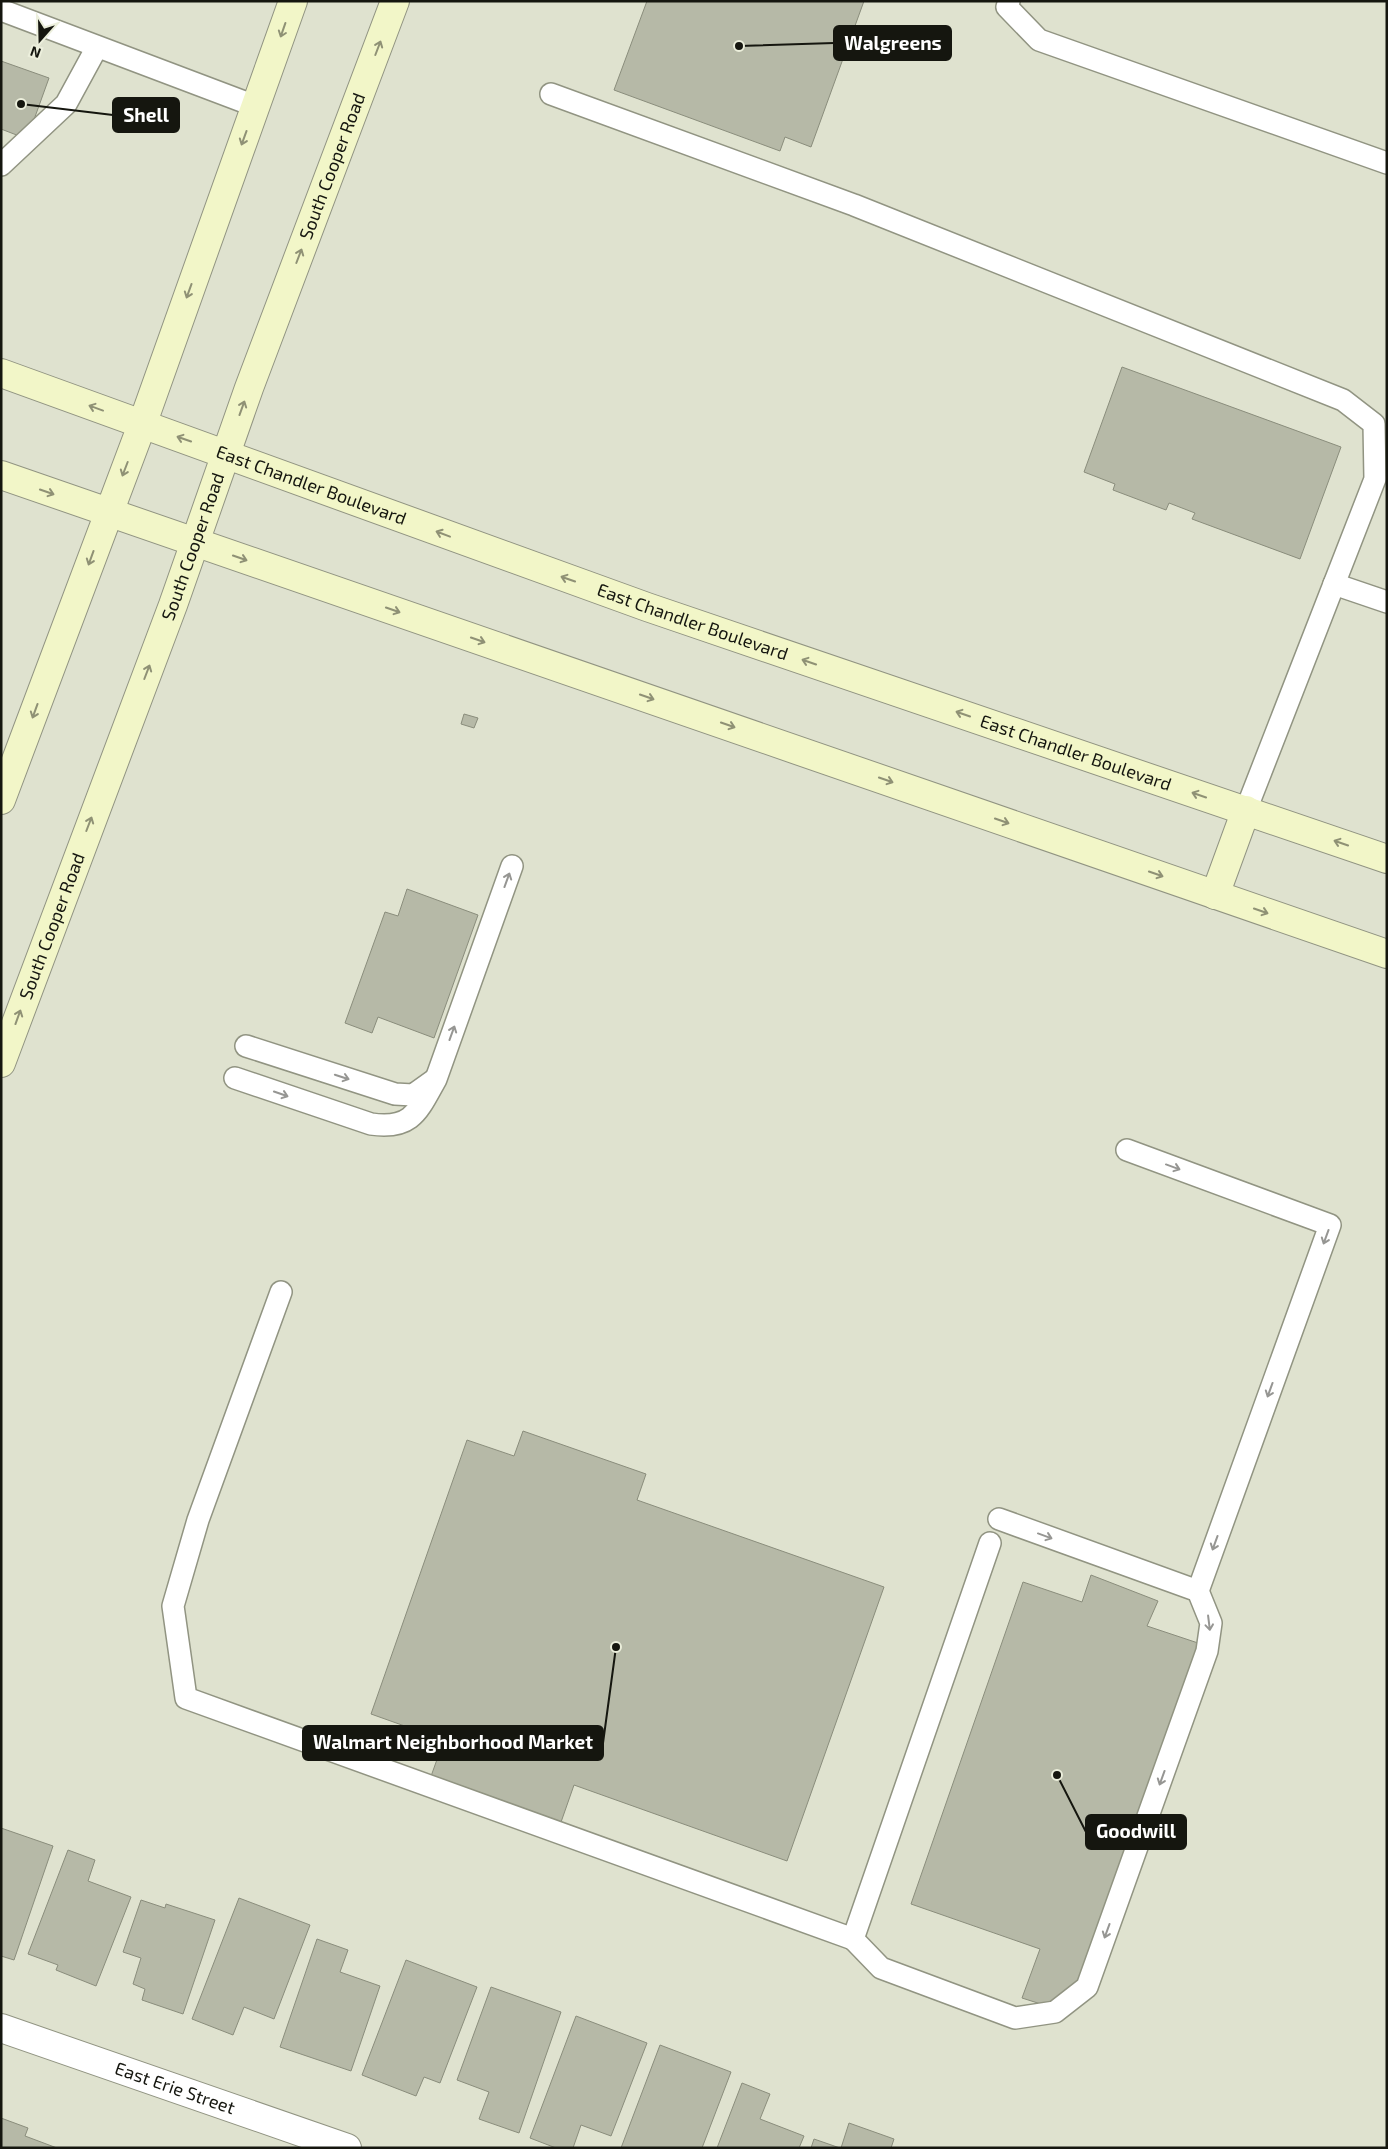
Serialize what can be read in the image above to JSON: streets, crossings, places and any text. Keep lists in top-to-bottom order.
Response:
{
  "streets": {
    "main road": ["South Cooper Road", "East Chandler Boulevard"],
    "street": ["East Erie Street"]
  },
  "crossings": [
    ["South Cooper Road", "East Chandler Boulevard"]
  ],
  "places": [
    "Walgreens",
    "Shell",
    "Walmart Neighborhood Market",
    "Goodwill"
  ],
  "north": "bottom"
}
.....
Task brief: When copying the entries, drop the images and keep every line exact.

Task result:
Serialize what can be read in the image above to JSON: streets, crossings, places and any text. Keep lists in top-to-bottom order.
Response:
{
  "streets": {
    "main road": ["South Cooper Road", "East Chandler Boulevard"],
    "street": ["East Erie Street"]
  },
  "crossings": [
    ["South Cooper Road", "East Chandler Boulevard"]
  ],
  "places": [
    "Walgreens",
    "Shell",
    "Walmart Neighborhood Market",
    "Goodwill"
  ],
  "north": "bottom"
}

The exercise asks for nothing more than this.